# Exercise prompt:
Would you please report how many lines of the listing contain "William"? Reply with that number only.

# Dataset content:
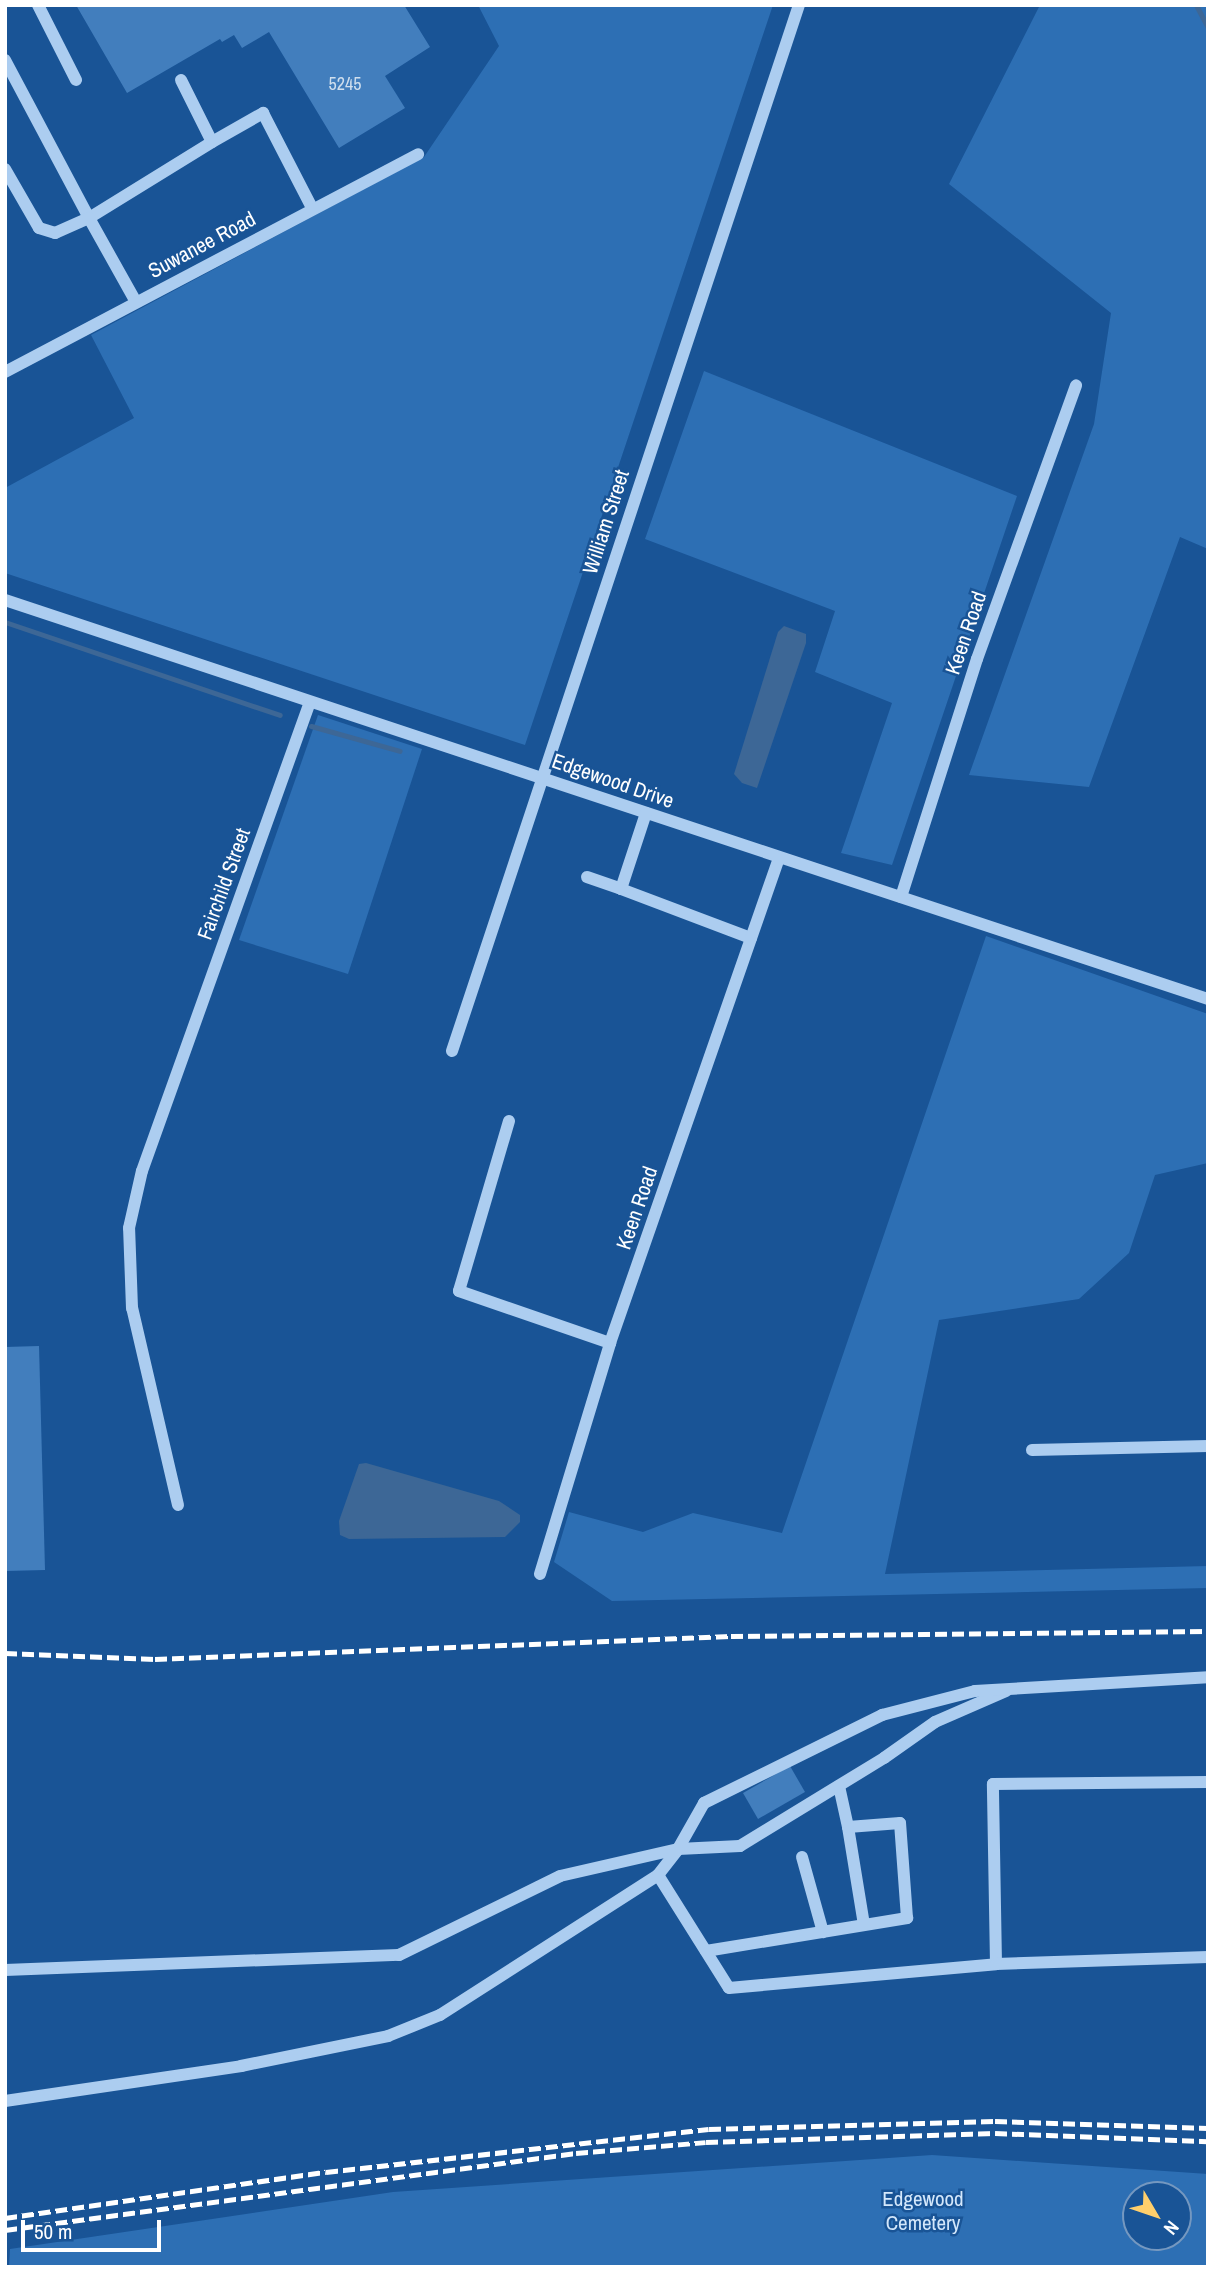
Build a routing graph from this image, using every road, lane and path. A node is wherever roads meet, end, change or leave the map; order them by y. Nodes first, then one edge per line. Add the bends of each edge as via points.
1 (38, 5) edge
2 (799, 5) edge
3 (5, 60) edge
4 (76, 80) dead end
5 (181, 80) dead end
6 (212, 142) junction
7 (418, 154) dead end
8 (5, 169) edge
9 (312, 208) junction
10 (89, 218) junction
11 (136, 302) junction
12 (5, 372) edge
13 (1076, 385) dead end
14 (5, 600) edge
15 (310, 702) junction
16 (541, 778) junction
17 (646, 813) junction
18 (779, 858) junction
19 (587, 877) dead end
20 (621, 889) junction
21 (901, 897) junction
22 (751, 937) junction
23 (1208, 999) edge
24 (452, 1051) dead end
25 (509, 1121) dead end
26 (610, 1343) junction
27 (1208, 1446) edge
28 (1032, 1450) dead end
29 (178, 1505) dead end
30 (540, 1574) dead end
31 (1208, 1677) edge
32 (1006, 1691) junction
33 (1208, 1782) edge
34 (839, 1787) junction
35 (848, 1827) junction
36 (678, 1849) junction
37 (802, 1857) dead end
38 (657, 1875) junction
39 (864, 1925) junction
40 (823, 1932) junction
41 (706, 1951) junction
42 (1208, 1957) edge
43 (996, 1964) junction
44 (5, 1970) edge
45 (5, 2101) edge

1 - 4 street
2 - 16 street, William Street
3 - 10 street
5 - 6 street
6 - 9 street via 263,113
6 - 10 street
7 - 9 street, Suwanee Road
8 - 10 street via 39,228 55,233
9 - 11 street, Suwanee Road
10 - 11 street
11 - 12 street, Suwanee Road
13 - 21 street, Keen Road via 977,659
14 - 15 street, Edgewood Drive
15 - 16 street, Edgewood Drive
15 - 29 street, Fairchild Street via 142,1171 129,1228 132,1308
16 - 17 street, Edgewood Drive
16 - 24 street, William Street
17 - 18 street, Edgewood Drive
17 - 20 street
18 - 21 street, Edgewood Drive
18 - 22 street, Keen Road
19 - 20 street
20 - 22 street
21 - 23 street, Edgewood Drive
22 - 26 street, Keen Road
25 - 26 street via 459,1291
26 - 30 street, Keen Road
27 - 28 street
31 - 32 street
32 - 34 street via 935,1722
32 - 36 street via 937,1698 882,1715 797,1753 704,1802
33 - 43 street via 993,1784
34 - 35 street
34 - 36 street via 740,1846
35 - 39 street
35 - 39 street via 900,1823 907,1918
36 - 38 street
36 - 44 street via 561,1876 399,1955
37 - 40 street
38 - 41 street
38 - 45 street via 440,2015 388,2036 229,2069
39 - 40 street
40 - 41 street
41 - 43 street via 729,1988
42 - 43 street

# Exercise response:
2